§ Task statement
Down to the last word, output the records below, skipping any images.

§ Raw data
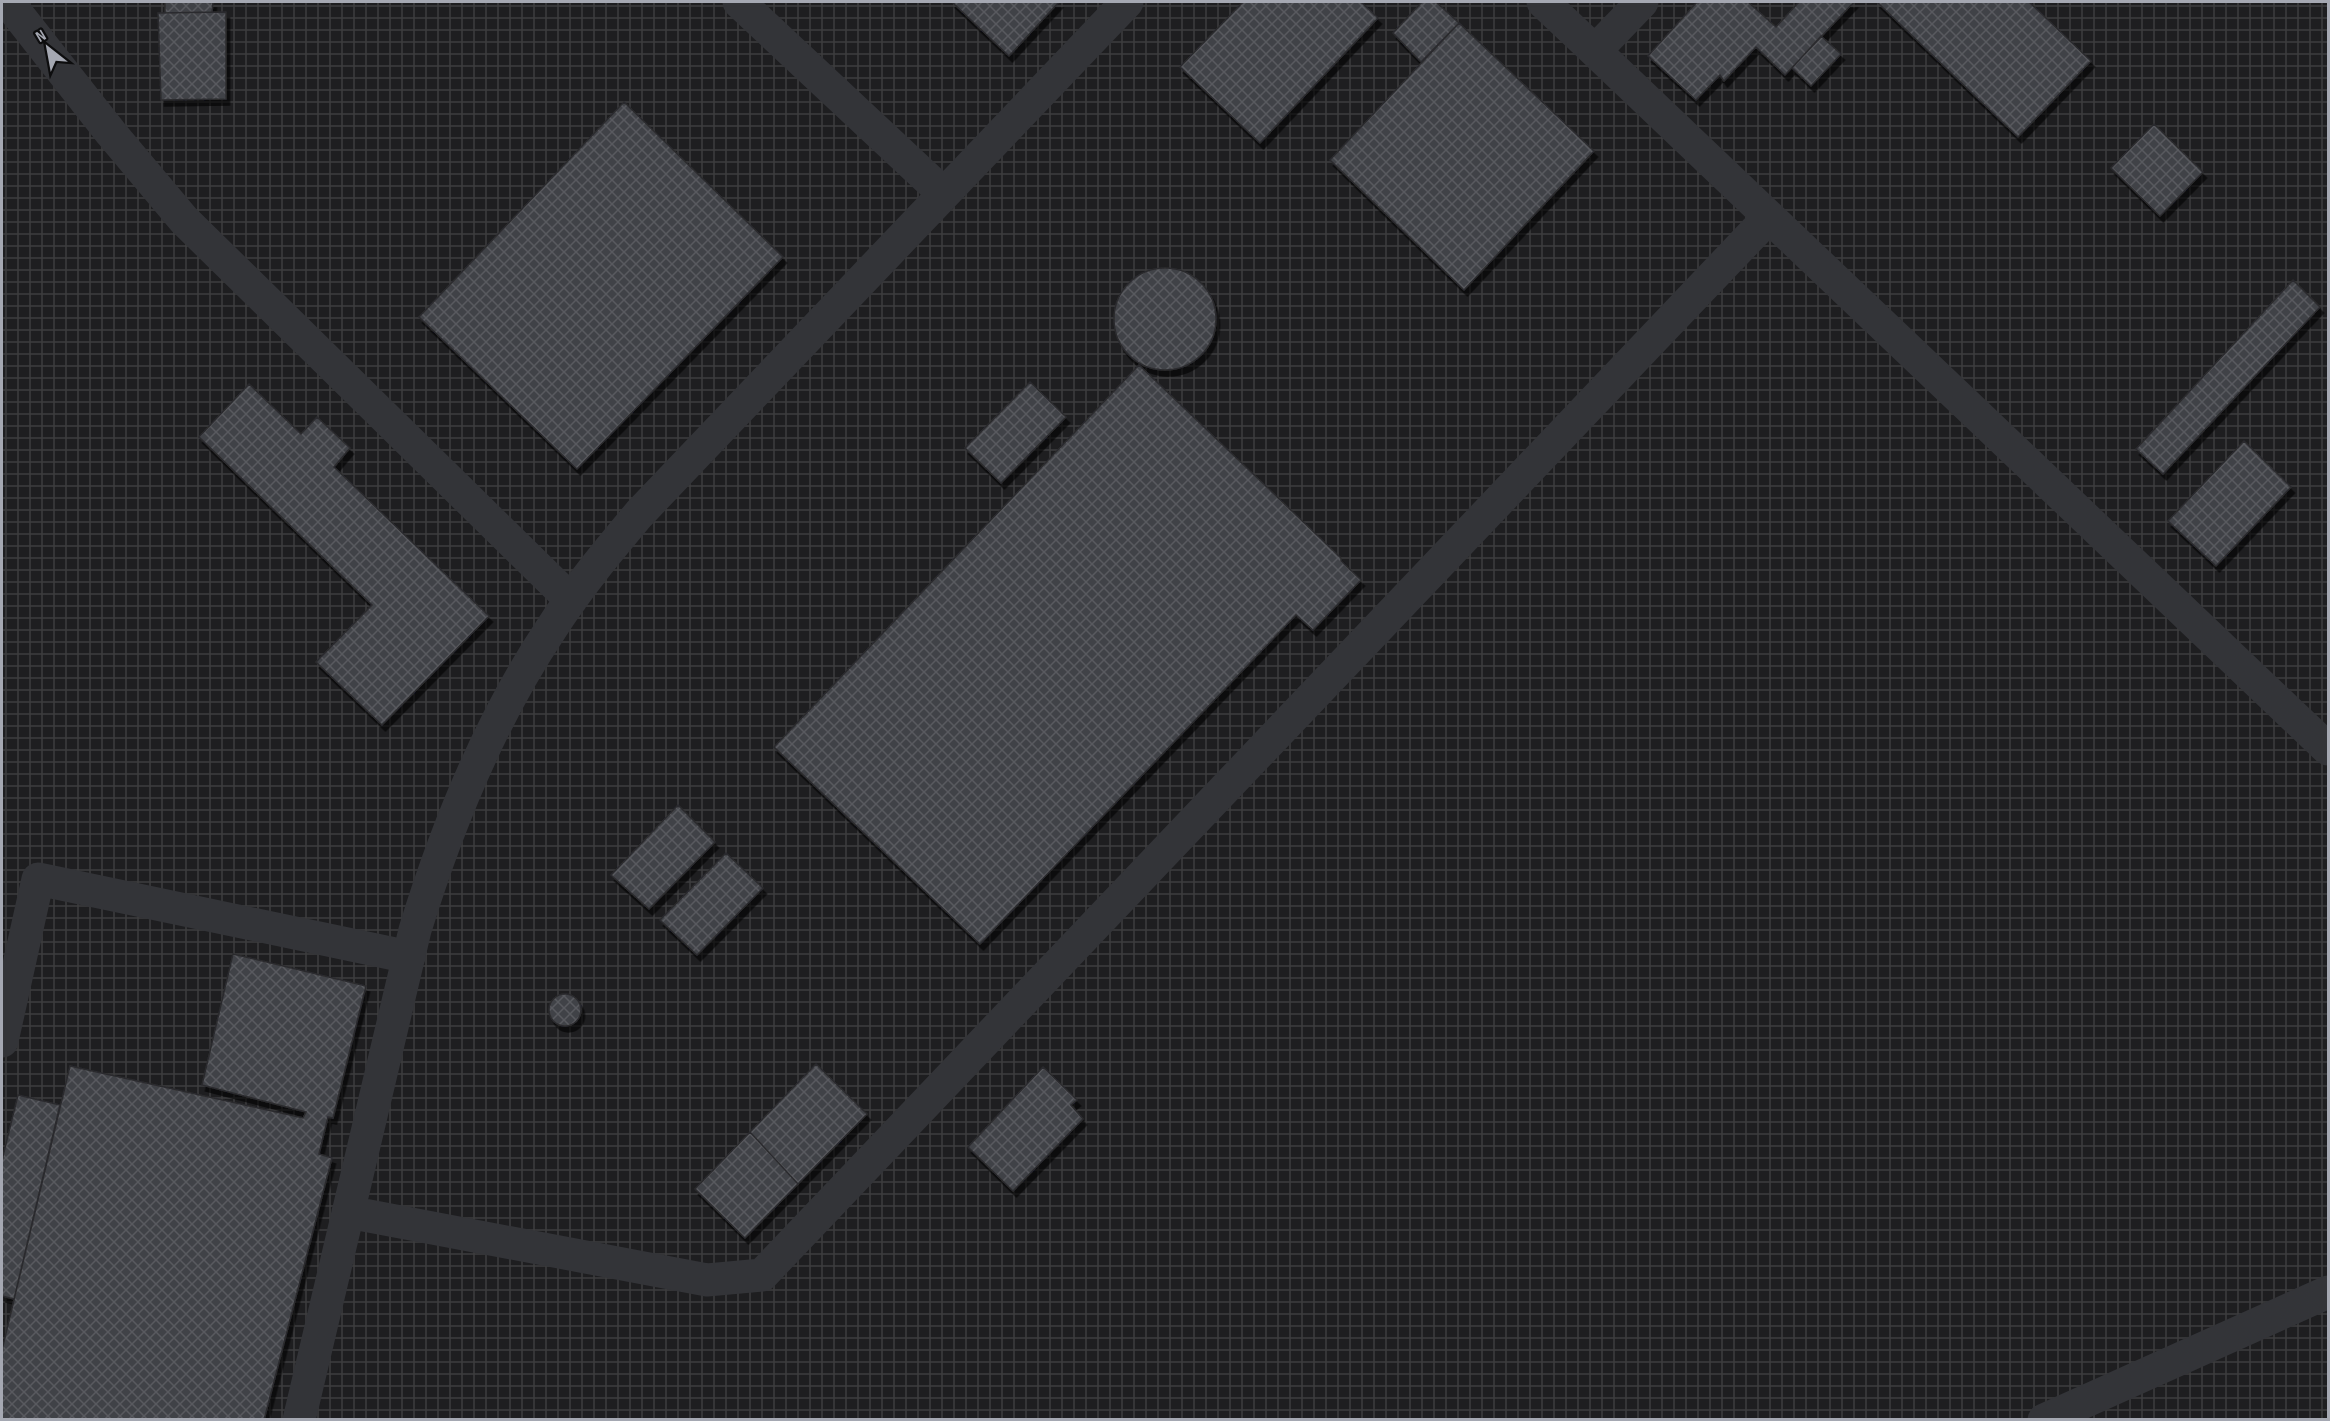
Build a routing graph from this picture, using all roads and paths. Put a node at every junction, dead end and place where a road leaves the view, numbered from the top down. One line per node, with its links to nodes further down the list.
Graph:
1 (8, 2): 9 (street)
2 (739, 2): 7 (street)
3 (1127, 2): 7 (street)
4 (1543, 2): 6 (street)
5 (1642, 2): 6 (street)
6 (1595, 51): 8 (street)
7 (943, 193): 9 (street)
8 (1769, 217): 10 (street); 13 (street)
9 (571, 600): 11 (street)
10 (2328, 749)
11 (409, 957): 12 (street); 13 (street)
12 (2, 1041)
13 (348, 1212): 15 (street)
14 (2328, 1292): 16 (street)
15 (299, 1419)
16 (2044, 1419)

§ Exercise result
Build a routing graph from this picture, using all roads and paths. Put a node at every junction, dead end and place where a road leaves the view, numbered from the top down. One line per node, with its links to nodes further down the list.
Graph:
1 (8, 2): 9 (street)
2 (739, 2): 7 (street)
3 (1127, 2): 7 (street)
4 (1543, 2): 6 (street)
5 (1642, 2): 6 (street)
6 (1595, 51): 8 (street)
7 (943, 193): 9 (street)
8 (1769, 217): 10 (street); 13 (street)
9 (571, 600): 11 (street)
10 (2328, 749)
11 (409, 957): 12 (street); 13 (street)
12 (2, 1041)
13 (348, 1212): 15 (street)
14 (2328, 1292): 16 (street)
15 (299, 1419)
16 (2044, 1419)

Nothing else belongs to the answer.